Ukrainians, who
comprise the second largest immigrant community in this country, have been
viewing the ongoing crisis in their homeland with growing alarm, and also with some disappointment
over a perceived lack of interest among the Portuguese people.
Tuesday’s
face-to-face meeting between the Ukrainian and Russian presidents in the
Belarusian capital of Minsk was the latest development in a fast-moving
scenario that in February saw former President Yanukovych fleeing to Russia and
the setting up of a pro-European government.
Russian forces
helped separatists seize power in Crimea, which Russia formally annexed in March, prompting US and its European allies to impose sanctions on Russia .
Pro-Russian
elements went on to stoke separatist sentiment that led to fatal clashes in
eastern and south-west Ukraine .
A Malaysian
airliner was shot down in rebel-held territory in July and in August Russia has sent hundreds of aid
trucks to rebels across the border in what the Ukrainian government describes
as a direct invasion.
Most Ukrainians
in Portugal have been supportive
of the government in Kiev and have
clearly displayed this in protest letters and at rallies outside the Russian,
French and German Embassies in Lisbon .
On the other
hand, pro-Russian sentiments have been expressed by a minority of Ukrainians
here and also by the Portuguese Communist Party.
Pavlo Sadokha,
president of the biggest association representing Ukrainians in Portugal , told us that since the beginning of
direct Russian aggression and the annexation of Crimea, Russian propaganda has
radicalised the views of a small number of immigrants originating from the
eastern regions of Ukraine .
“The Communist
Party of Portugal and other related organisations have actively relayed the
Russian propaganda.
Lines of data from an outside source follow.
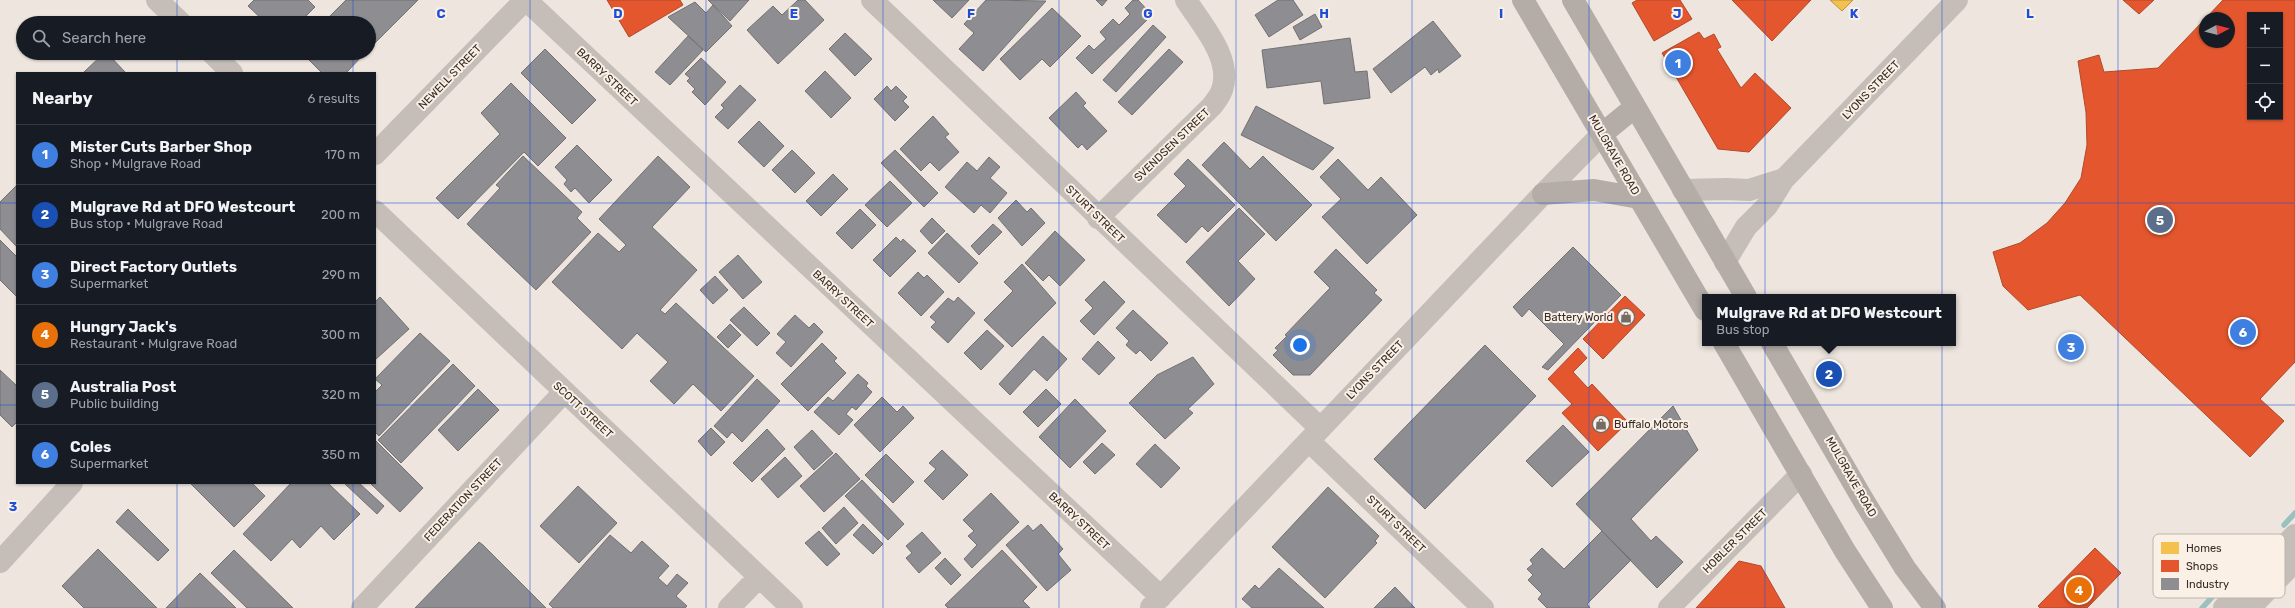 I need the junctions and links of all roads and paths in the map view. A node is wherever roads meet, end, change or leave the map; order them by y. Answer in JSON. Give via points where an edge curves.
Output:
{"nodes":[{"id":1,"x":157,"y":0,"type":"edge"},
{"id":2,"x":525,"y":0,"type":"edge"},
{"id":3,"x":872,"y":0,"type":"edge"},
{"id":4,"x":1186,"y":0,"type":"edge"},
{"id":5,"x":1524,"y":0,"type":"edge"},
{"id":6,"x":1573,"y":0,"type":"edge"},
{"id":7,"x":1957,"y":0,"type":"edge"},
{"id":8,"x":174,"y":16,"type":"edge"},
{"id":9,"x":219,"y":60,"type":"edge"},
{"id":10,"x":231,"y":72,"type":"edge"},
{"id":11,"x":1635,"y":107,"type":"junction"},
{"id":12,"x":1602,"y":134,"type":"junction"},
{"id":13,"x":376,"y":153,"type":"edge"},
{"id":14,"x":1784,"y":180,"type":"junction"},
{"id":15,"x":1683,"y":190,"type":"junction"},
{"id":16,"x":1543,"y":194,"type":"junction"},
{"id":17,"x":1639,"y":198,"type":"junction"},
{"id":18,"x":376,"y":212,"type":"edge"},
{"id":19,"x":1098,"y":218,"type":"junction"},
{"id":20,"x":1725,"y":262,"type":"junction"},
{"id":21,"x":1744,"y":294,"type":"edge"},
{"id":22,"x":1702,"y":305,"type":"edge"},
{"id":23,"x":1726,"y":346,"type":"edge"},
{"id":24,"x":1774,"y":346,"type":"edge"},
{"id":25,"x":564,"y":392,"type":"junction"},
{"id":26,"x":1315,"y":434,"type":"junction"},
{"id":27,"x":1801,"y":474,"type":"junction"},
{"id":28,"x":71,"y":484,"type":"edge"},
{"id":29,"x":2295,"y":535,"type":"edge"},
{"id":30,"x":2285,"y":545,"type":"edge"},
{"id":31,"x":2295,"y":561,"type":"edge"},
{"id":32,"x":0,"y":562,"type":"edge"},
{"id":33,"x":2285,"y":571,"type":"edge"},
{"id":34,"x":759,"y":577,"type":"junction"},
{"id":35,"x":2234,"y":598,"type":"edge"},
{"id":36,"x":2260,"y":598,"type":"edge"},
{"id":37,"x":1156,"y":603,"type":"edge"},
{"id":38,"x":362,"y":608,"type":"edge"},
{"id":39,"x":729,"y":608,"type":"edge"},
{"id":40,"x":792,"y":608,"type":"edge"},
{"id":41,"x":1483,"y":608,"type":"edge"},
{"id":42,"x":1669,"y":608,"type":"edge"},
{"id":43,"x":1882,"y":608,"type":"edge"},
{"id":44,"x":1935,"y":608,"type":"edge"},
{"id":45,"x":2224,"y":608,"type":"edge"},
{"id":46,"x":2250,"y":608,"type":"edge"}],
"edges":[{"from":1,"to":8,"type":"street"},
{"from":2,"to":13,"type":"street","name":"NEWELL STREET"},
{"from":2,"to":37,"type":"street","name":"BARRY STREET"},
{"from":3,"to":19,"type":"street","name":"STURT STREET"},
{"from":4,"to":19,"type":"street","name":"SVENDSEN STREET","via":[[1222,62],[1222,91],[1212,106]]},
{"from":5,"to":12,"type":"main road","name":"MULGRAVE ROAD"},
{"from":6,"to":11,"type":"main road"},
{"from":7,"to":14,"type":"street","name":"LYONS STREET"},
{"from":9,"to":10,"type":"street"},
{"from":11,"to":12,"type":"main road"},
{"from":11,"to":15,"type":"main road"},
{"from":12,"to":16,"type":"street","name":"LYONS STREET"},
{"from":12,"to":17,"type":"main road","name":"MULGRAVE ROAD"},
{"from":14,"to":15,"type":"street","via":[[1749,190]]},
{"from":14,"to":20,"type":"street","name":"LYONS STREET","via":[[1766,206],[1746,227]]},
{"from":15,"to":20,"type":"main road"},
{"from":16,"to":17,"type":"main road","via":[[1594,190]]},
{"from":16,"to":26,"type":"street","name":"LYONS STREET"},
{"from":17,"to":22,"type":"main road","name":"MULGRAVE ROAD"},
{"from":18,"to":25,"type":"street","name":"SCOTT STREET"},
{"from":19,"to":26,"type":"street","name":"STURT STREET"},
{"from":20,"to":21,"type":"main road"},
{"from":23,"to":27,"type":"main road"},
{"from":24,"to":44,"type":"main road","name":"MULGRAVE ROAD","via":[[1877,523],[1905,568]]},
{"from":25,"to":34,"type":"street","name":"SCOTT STREET"},
{"from":25,"to":38,"type":"street","name":"FEDERATION STREET"},
{"from":26,"to":37,"type":"street","name":"LYONS STREET"},
{"from":26,"to":41,"type":"street","name":"STURT STREET"},
{"from":27,"to":42,"type":"street","name":"HOBLER STREET"},
{"from":27,"to":43,"type":"main road","via":[[1845,551]]},
{"from":28,"to":32,"type":"street"},
{"from":29,"to":30,"type":"street"},
{"from":31,"to":33,"type":"street"},
{"from":34,"to":39,"type":"street"},
{"from":34,"to":40,"type":"street","name":"SCOTT STREET"},
{"from":35,"to":45,"type":"street"},
{"from":36,"to":46,"type":"street"}]} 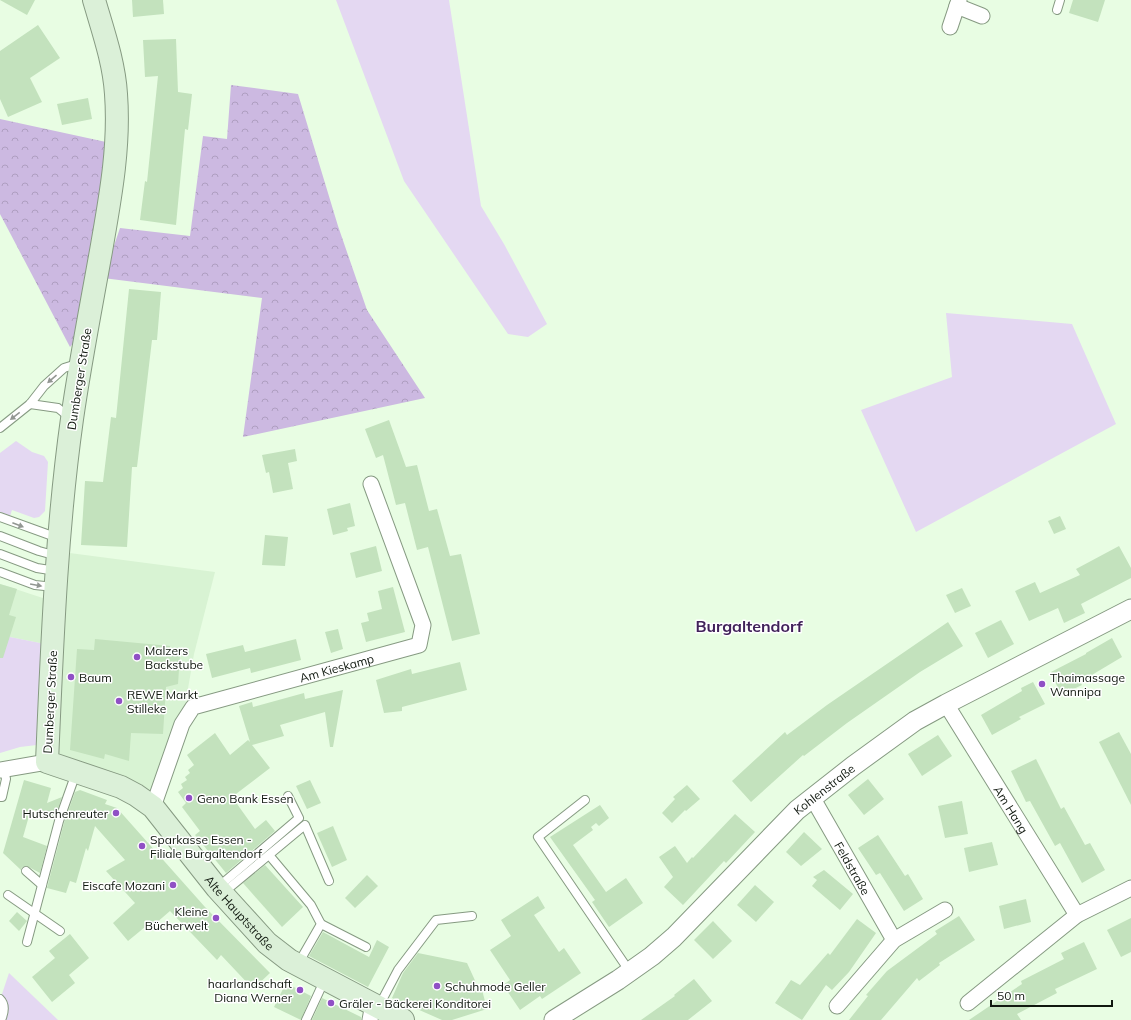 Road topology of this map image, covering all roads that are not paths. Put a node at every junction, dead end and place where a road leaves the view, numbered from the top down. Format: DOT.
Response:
graph roads {
  1 [pos="94,0"];
  2 [pos="1060,0"];
  3 [pos="958,3"];
  4 [pos="1057,10"];
  5 [pos="982,16"];
  6 [pos="950,27"];
  7 [pos="81,363"];
  8 [pos="30,404"];
  9 [pos="72,420"];
  10 [pos="0,428"];
  11 [pos="371,484"];
  12 [pos="0,517"];
  13 [pos="0,536"];
  14 [pos="0,554"];
  15 [pos="57,563"];
  16 [pos="0,572"];
  17 [pos="1131,609"];
  18 [pos="946,704"];
  19 [pos="47,762"];
  20 [pos="2,769"];
  21 [pos="77,772"];
  22 [pos="288,796"];
  23 [pos="0,798"];
  24 [pos="812,798"];
  25 [pos="585,800"];
  26 [pos="153,807"];
  27 [pos="269,855"];
  28 [pos="26,871"];
  29 [pos="329,881"];
  30 [pos="42,885"];
  31 [pos="1131,888"];
  32 [pos="220,890"];
  33 [pos="8,896"];
  34 [pos="945,910"];
  35 [pos="34,915"];
  36 [pos="1077,915"];
  37 [pos="472,916"];
  38 [pos="321,924"];
  39 [pos="60,931"];
  40 [pos="894,940"];
  41 [pos="27,942"];
  42 [pos="366,947"];
  43 [pos="298,965"];
  44 [pos="630,972"];
  45 [pos="325,979"];
  46 [pos="0,999"];
  47 [pos="968,1003"];
  48 [pos="837,1006"];
  49 [pos="374,1010"];
  50 [pos="1,1020"];
  51 [pos="306,1020"];
  52 [pos="402,1020"];
  53 [pos="554,1020"];
  1 -- 7 [label="main road, Dumberger Straße"];
  2 -- 4 [label="lane"];
  3 -- 5 [label="street"];
  3 -- 6 [label="street"];
  7 -- 8 [label="lane, one-way"];
  7 -- 9 [label="main road, Dumberger Straße"];
  8 -- 9 [label="lane"];
  8 -- 10 [label="lane, one-way"];
  9 -- 15 [label="main road, Dumberger Straße"];
  11 -- 26 [label="street, Am Kieskamp"];
  12 -- 15 [label="lane, one-way"];
  13 -- 15 [label="lane"];
  14 -- 15 [label="lane"];
  16 -- 15 [label="lane, one-way"];
  15 -- 19 [label="main road, Dumberger Straße"];
  17 -- 18 [label="street, Kohlenstraße"];
  18 -- 24 [label="street, Kohlenstraße"];
  18 -- 36 [label="street, Am Hang"];
  19 -- 20 [label="street"];
  19 -- 21 [label="main road, Alte Hauptstraße"];
  20 -- 23 [label="lane"];
  21 -- 26 [label="main road, Alte Hauptstraße"];
  21 -- 30 [label="lane"];
  22 -- 32 [label="lane"];
  24 -- 40 [label="street, Feldstraße"];
  24 -- 44 [label="street, Kohlenstraße"];
  25 -- 44 [label="lane"];
  26 -- 32 [label="main road, Alte Hauptstraße"];
  27 -- 29 [label="lane"];
  27 -- 32 [label="lane"];
  27 -- 38 [label="lane"];
  28 -- 30 [label="lane"];
  30 -- 35 [label="lane"];
  31 -- 36 [label="street"];
  32 -- 43 [label="main road, Alte Hauptstraße"];
  33 -- 35 [label="lane"];
  34 -- 40 [label="street"];
  35 -- 39 [label="lane"];
  35 -- 41 [label="lane"];
  36 -- 47 [label="street"];
  37 -- 49 [label="lane"];
  38 -- 42 [label="lane"];
  38 -- 43 [label="lane"];
  40 -- 48 [label="street"];
  43 -- 45 [label="main road, Alte Hauptstraße"];
  44 -- 53 [label="street, Kohlenstraße"];
  45 -- 49 [label="main road, Alte Hauptstraße"];
  45 -- 51 [label="lane"];
  46 -- 50 [label="lane"];
  49 -- 52 [label="main road, Alte Hauptstraße"];
}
These promoters invited the rare but radicalised pro-Russian
Ukrainians to witness‘rampant Nazism and fascism
in Ukraine ,’”
he said.
Efforts by Mr Sadokha’s organisation to alert the Portuguese to Moscow ’s
aggression and explain that it will not stop in Ukraine have not brought the
hoped-for results.
Portuguese political
leaders have said little openly on the subject since Foreign Minister Rui Machete declared
after a meeting with his counterparts in Brussels in March that the European
Union was fully behind the Ukraine and that there should be no doubt as to its
political and economic support over the Crimea dispute.
It took the shooting
down of the Malaysian Airways plane with the killing of 298 people to overcome
the general apathy among the Portuguese, said Mr Sadokha.
“Before the
tragedy with the plane, the Ukrainian community planned rallies before the
embassies of Germany and France in Lisbon .
The Ukrainian community protested against an excessively mild position of the
leaders of these countries towards the Kremlin aggression, and in the case of France against the sale of Mistral military
ships to Putin's Russia, ” he said.
“The downed plane
finally attracted considerable attention of the Portuguese towards these
protests.”
But since then
the agony in Ukraine
has worsened and while Portuguese national newspapers continue to run reports on the situation, most politicians and people here are firmly
focused on the myriad economic and social problems at home.